### Extracted material:
□ □ □ □ □

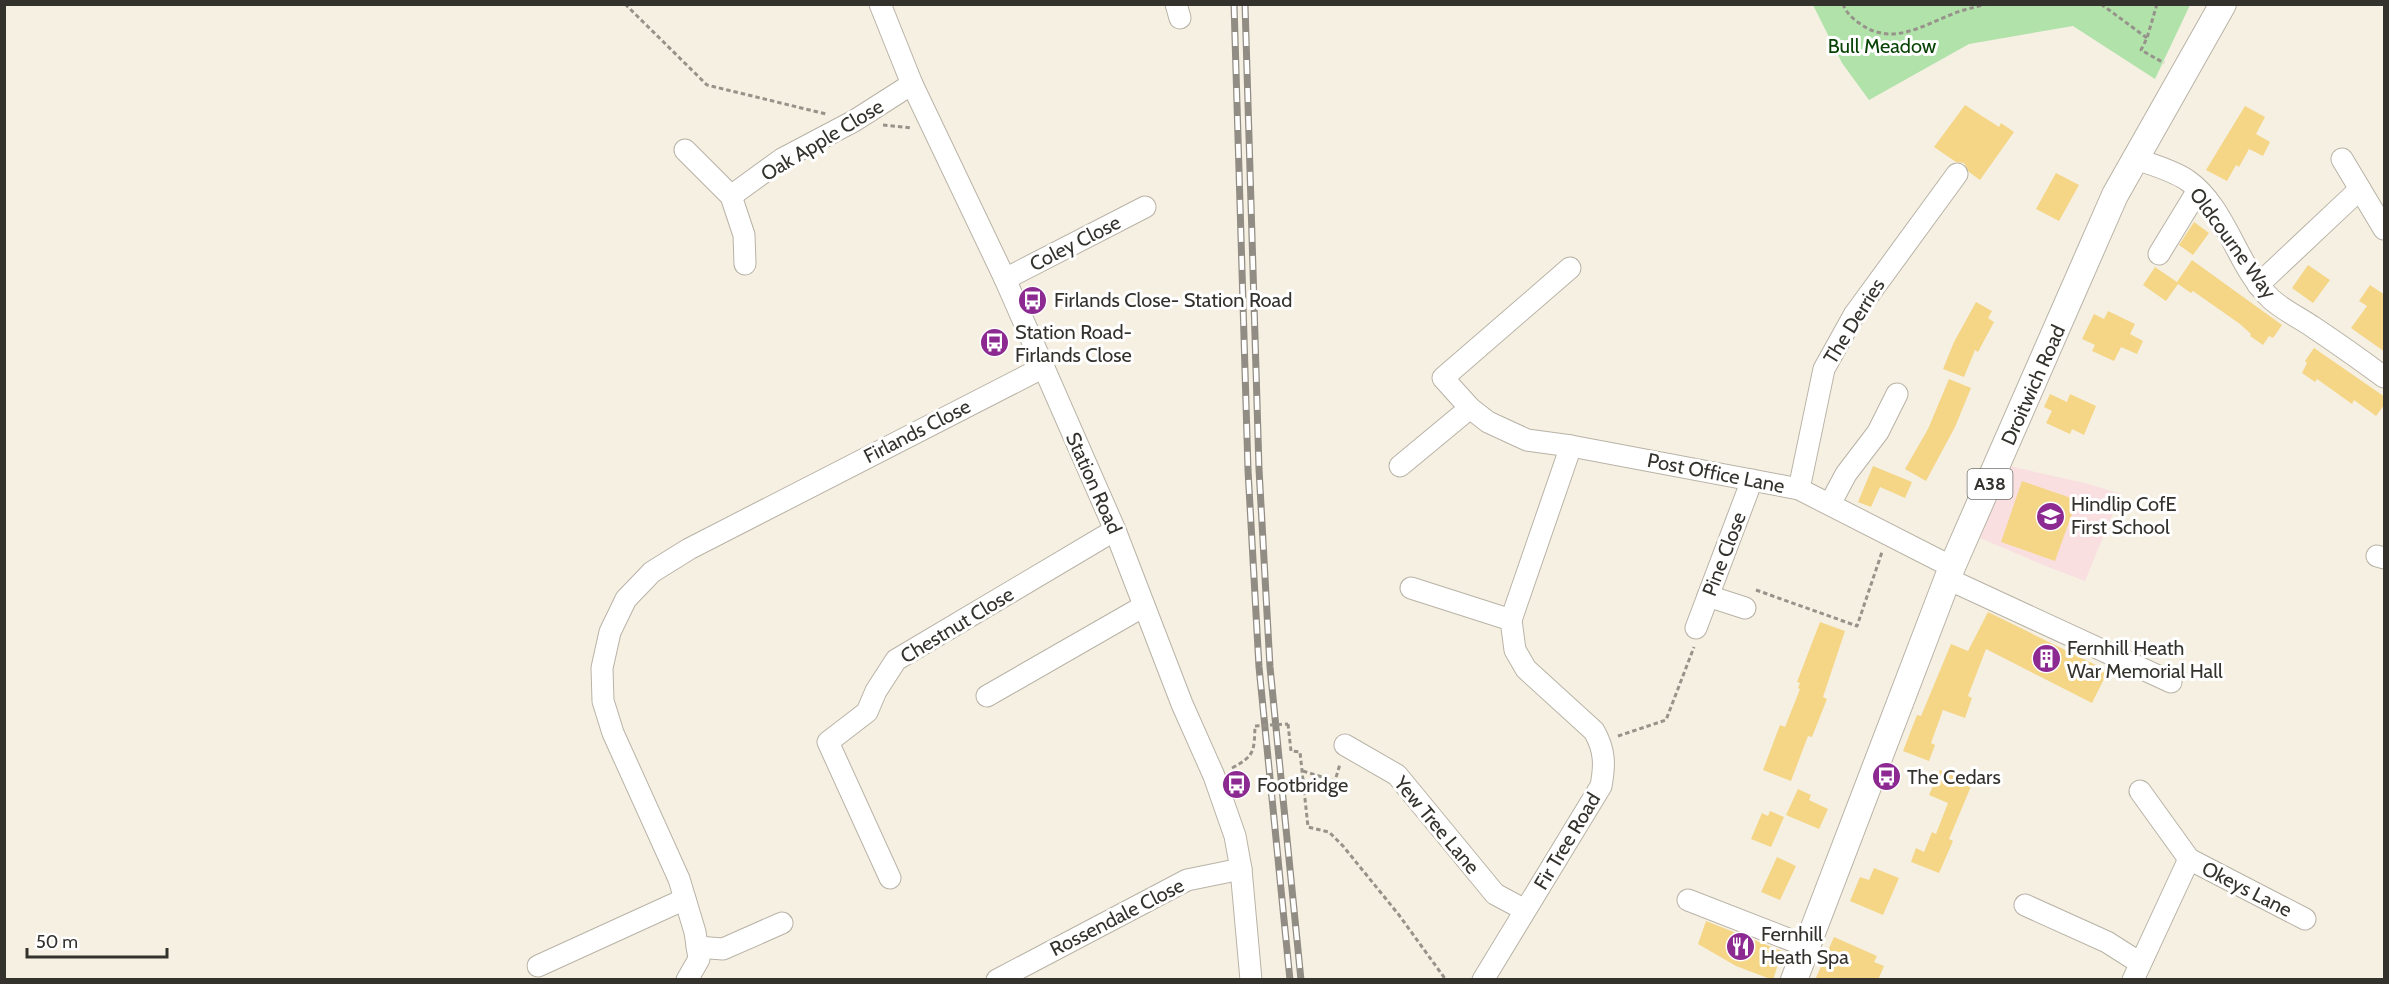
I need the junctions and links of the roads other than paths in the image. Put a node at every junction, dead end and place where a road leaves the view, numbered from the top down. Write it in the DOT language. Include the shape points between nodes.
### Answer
graph roads {
  1 [pos="880,4"];
  2 [pos="2223,4"];
  3 [pos="912,84"];
  4 [pos="685,150"];
  5 [pos="2136,159"];
  6 [pos="2342,159"];
  7 [pos="1957,174"];
  8 [pos="2360,189"];
  9 [pos="2198,190"];
  10 [pos="731,196"];
  11 [pos="1145,207"];
  12 [pos="2385,229"];
  13 [pos="2159,254"];
  14 [pos="745,264"];
  15 [pos="1570,268"];
  16 [pos="1005,279"];
  17 [pos="2258,285"];
  18 [pos="1042,368"];
  19 [pos="2384,377"];
  20 [pos="1897,394"];
  21 [pos="1470,408"];
  22 [pos="1571,446"];
  23 [pos="1400,466"];
  24 [pos="1752,480"];
  25 [pos="1799,489"];
  26 [pos="1830,504"];
  27 [pos="1115,530"];
  28 [pos="1950,573"];
  29 [pos="1411,588"];
  30 [pos="1708,596"];
  31 [pos="1144,606"];
  32 [pos="1743,607"];
  33 [pos="1511,620"];
  34 [pos="1696,628"];
  35 [pos="2170,681"];
  36 [pos="987,696"];
  37 [pos="1345,745"];
  38 [pos="2140,791"];
  39 [pos="2189,859"];
  40 [pos="1241,869"];
  41 [pos="890,878"];
  42 [pos="685,899"];
  43 [pos="1688,900"];
  44 [pos="2025,904"];
  45 [pos="1525,910"];
  46 [pos="2305,919"];
  47 [pos="782,922"];
  48 [pos="696,940"];
  49 [pos="1806,946"];
  50 [pos="538,966"];
  51 [pos="2136,971"];
  52 [pos="687,980"];
  53 [pos="997,980"];
  54 [pos="1251,980"];
  55 [pos="1483,980"];
  56 [pos="1794,980"];
  1 -- 3 [label="street, Station Road"];
  2 -- 5 [label="main road, Droitwich Road / A38"];
  3 -- 10 [label="street, Oak Apple Close" via="854,121 782,159"];
  3 -- 16 [label="street, Station Road"];
  4 -- 10 [label="street"];
  5 -- 9 [label="street, Oldcourne Way" via="2168,170"];
  5 -- 28 [label="main road, Droitwich Road / A38" via="2115,195"];
  6 -- 8 [label="street"];
  7 -- 25 [label="street, The Derries" via="1854,315 1824,369"];
  8 -- 12 [label="street"];
  8 -- 17 [label="street"];
  9 -- 13 [label="street"];
  9 -- 17 [label="street, Oldcourne Way" via="2218,216"];
  10 -- 14 [label="street" via="744,235"];
  11 -- 16 [label="street, Coley Close"];
  15 -- 21 [label="street, Post Office Lane" via="1443,378"];
  16 -- 18 [label="street, Station Road"];
  17 -- 19 [label="street, Oldcourne Way" via="2272,300"];
  18 -- 27 [label="street, Station Road"];
  18 -- 42 [label="street, Firlands Close" via="689,549 652,572 626,598 610,633 602,668 603,701 613,734"];
  20 -- 26 [label="street" via="1878,432 1846,474"];
  21 -- 22 [label="street, Post Office Lane" via="1488,422 1527,440"];
  21 -- 23 [label="street"];
  22 -- 24 [label="street, Post Office Lane"];
  22 -- 33 [label="street"];
  24 -- 25 [label="street, Post Office Lane"];
  24 -- 30 [label="street, Pine Close"];
  25 -- 26 [label="street, Post Office Lane"];
  26 -- 28 [label="street, Post Office Lane"];
  27 -- 31 [label="street, Station Road"];
  27 -- 41 [label="street, Chestnut Close" via="896,660 867,712 828,742"];
  28 -- 35 [label="street, Post Office Lane"];
  28 -- 49 [label="main road, Droitwich Road / A38"];
  29 -- 33 [label="street"];
  30 -- 32 [label="street"];
  30 -- 34 [label="street, Pine Close"];
  31 -- 36 [label="street"];
  31 -- 40 [label="street, Station Road" via="1214,776 1235,836"];
  33 -- 45 [label="street, Fir Tree Road" via="1515,650 1526,669 1594,731 1605,763 1600,786"];
  37 -- 45 [label="street, Yew Tree Lane" via="1397,775 1495,894"];
  38 -- 39 [label="street, Okeys Lane"];
  39 -- 46 [label="street, Okeys Lane"];
  39 -- 51 [label="street, Okeys Lane"];
  40 -- 53 [label="street, Rossendale Close" via="1187,880"];
  40 -- 54 [label="street, Station Road"];
  42 -- 48 [label="street, Firlands Close"];
  42 -- 50 [label="street"];
  43 -- 49 [label="street"];
  44 -- 51 [label="street" via="2108,942"];
  45 -- 55 [label="street, Fir Tree Road"];
  47 -- 48 [label="street" via="723,949"];
  48 -- 52 [label="street" via="699,960"];
  49 -- 56 [label="main road, Droitwich Road / A38"];
}
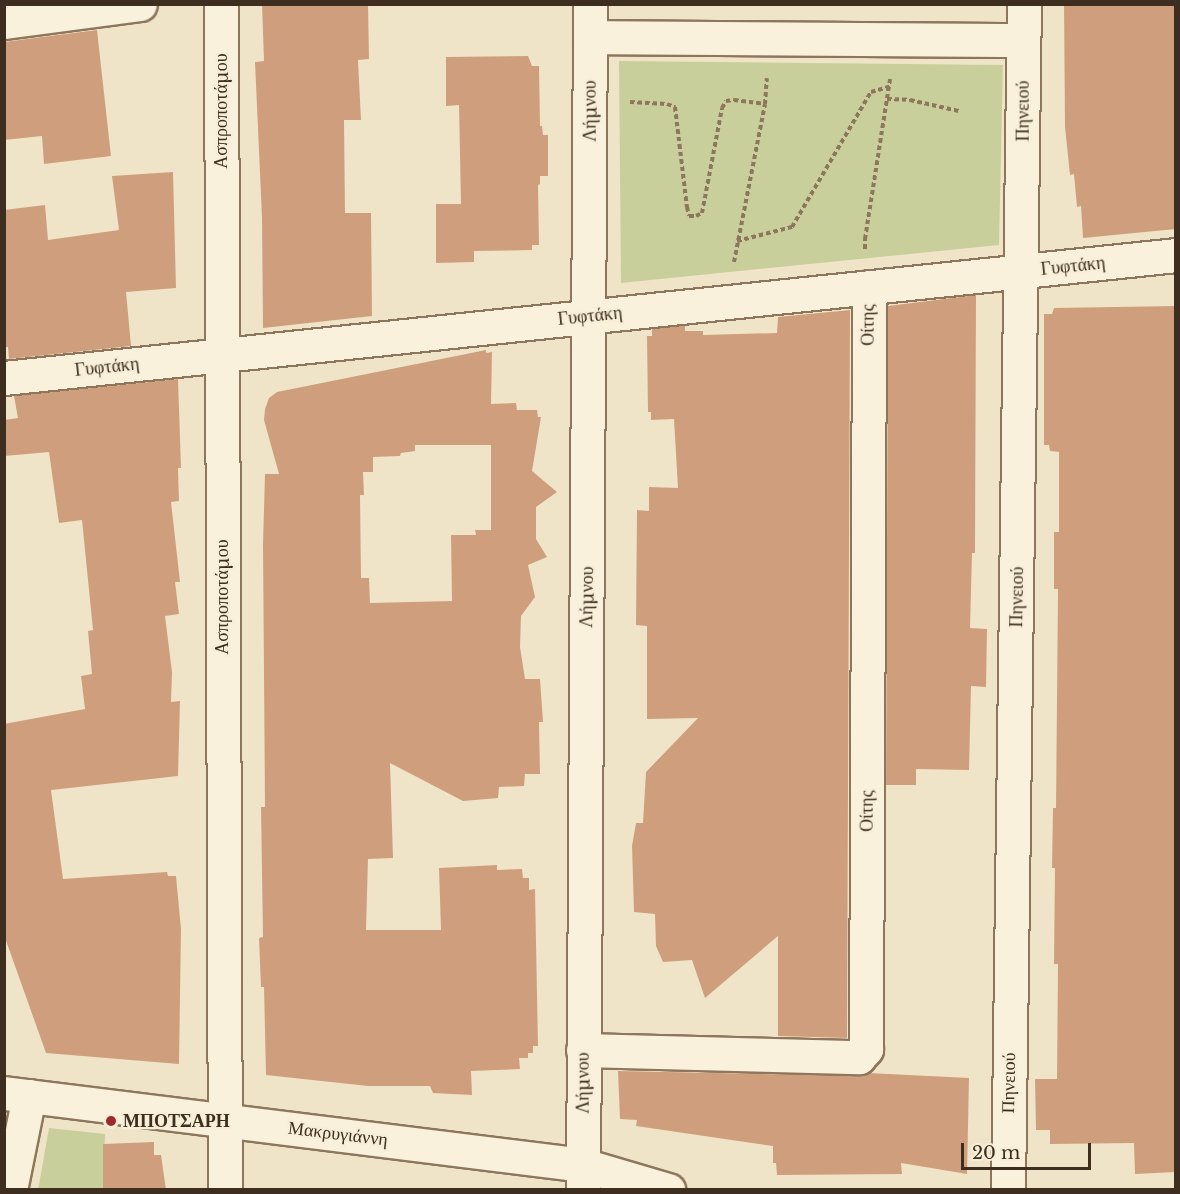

□ □ □ □ □

### Task details:
Each line above is to be repeated exactly as written; no picture is carried over.

### Exercise response:
I need the junctions and links of the roads other than paths in the image. Put a node at every junction, dead end and place where a road leaves the view, numbered from the top down. Write it in the DOT language. Include the shape points between nodes.
### Answer
graph roads {
  1 [pos="880,4"];
  2 [pos="2223,4"];
  3 [pos="912,84"];
  4 [pos="685,150"];
  5 [pos="2136,159"];
  6 [pos="2342,159"];
  7 [pos="1957,174"];
  8 [pos="2360,189"];
  9 [pos="2198,190"];
  10 [pos="731,196"];
  11 [pos="1145,207"];
  12 [pos="2385,229"];
  13 [pos="2159,254"];
  14 [pos="745,264"];
  15 [pos="1570,268"];
  16 [pos="1005,279"];
  17 [pos="2258,285"];
  18 [pos="1042,368"];
  19 [pos="2384,377"];
  20 [pos="1897,394"];
  21 [pos="1470,408"];
  22 [pos="1571,446"];
  23 [pos="1400,466"];
  24 [pos="1752,480"];
  25 [pos="1799,489"];
  26 [pos="1830,504"];
  27 [pos="1115,530"];
  28 [pos="1950,573"];
  29 [pos="1411,588"];
  30 [pos="1708,596"];
  31 [pos="1144,606"];
  32 [pos="1743,607"];
  33 [pos="1511,620"];
  34 [pos="1696,628"];
  35 [pos="2170,681"];
  36 [pos="987,696"];
  37 [pos="1345,745"];
  38 [pos="2140,791"];
  39 [pos="2189,859"];
  40 [pos="1241,869"];
  41 [pos="890,878"];
  42 [pos="685,899"];
  43 [pos="1688,900"];
  44 [pos="2025,904"];
  45 [pos="1525,910"];
  46 [pos="2305,919"];
  47 [pos="782,922"];
  48 [pos="696,940"];
  49 [pos="1806,946"];
  50 [pos="538,966"];
  51 [pos="2136,971"];
  52 [pos="687,980"];
  53 [pos="997,980"];
  54 [pos="1251,980"];
  55 [pos="1483,980"];
  56 [pos="1794,980"];
  1 -- 3 [label="street, Station Road"];
  2 -- 5 [label="main road, Droitwich Road / A38"];
  3 -- 10 [label="street, Oak Apple Close" via="854,121 782,159"];
  3 -- 16 [label="street, Station Road"];
  4 -- 10 [label="street"];
  5 -- 9 [label="street, Oldcourne Way" via="2168,170"];
  5 -- 28 [label="main road, Droitwich Road / A38" via="2115,195"];
  6 -- 8 [label="street"];
  7 -- 25 [label="street, The Derries" via="1854,315 1824,369"];
  8 -- 12 [label="street"];
  8 -- 17 [label="street"];
  9 -- 13 [label="street"];
  9 -- 17 [label="street, Oldcourne Way" via="2218,216"];
  10 -- 14 [label="street" via="744,235"];
  11 -- 16 [label="street, Coley Close"];
  15 -- 21 [label="street, Post Office Lane" via="1443,378"];
  16 -- 18 [label="street, Station Road"];
  17 -- 19 [label="street, Oldcourne Way" via="2272,300"];
  18 -- 27 [label="street, Station Road"];
  18 -- 42 [label="street, Firlands Close" via="689,549 652,572 626,598 610,633 602,668 603,701 613,734"];
  20 -- 26 [label="street" via="1878,432 1846,474"];
  21 -- 22 [label="street, Post Office Lane" via="1488,422 1527,440"];
  21 -- 23 [label="street"];
  22 -- 24 [label="street, Post Office Lane"];
  22 -- 33 [label="street"];
  24 -- 25 [label="street, Post Office Lane"];
  24 -- 30 [label="street, Pine Close"];
  25 -- 26 [label="street, Post Office Lane"];
  26 -- 28 [label="street, Post Office Lane"];
  27 -- 31 [label="street, Station Road"];
  27 -- 41 [label="street, Chestnut Close" via="896,660 867,712 828,742"];
  28 -- 35 [label="street, Post Office Lane"];
  28 -- 49 [label="main road, Droitwich Road / A38"];
  29 -- 33 [label="street"];
  30 -- 32 [label="street"];
  30 -- 34 [label="street, Pine Close"];
  31 -- 36 [label="street"];
  31 -- 40 [label="street, Station Road" via="1214,776 1235,836"];
  33 -- 45 [label="street, Fir Tree Road" via="1515,650 1526,669 1594,731 1605,763 1600,786"];
  37 -- 45 [label="street, Yew Tree Lane" via="1397,775 1495,894"];
  38 -- 39 [label="street, Okeys Lane"];
  39 -- 46 [label="street, Okeys Lane"];
  39 -- 51 [label="street, Okeys Lane"];
  40 -- 53 [label="street, Rossendale Close" via="1187,880"];
  40 -- 54 [label="street, Station Road"];
  42 -- 48 [label="street, Firlands Close"];
  42 -- 50 [label="street"];
  43 -- 49 [label="street"];
  44 -- 51 [label="street" via="2108,942"];
  45 -- 55 [label="street, Fir Tree Road"];
  47 -- 48 [label="street" via="723,949"];
  48 -- 52 [label="street" via="699,960"];
  49 -- 56 [label="main road, Droitwich Road / A38"];
}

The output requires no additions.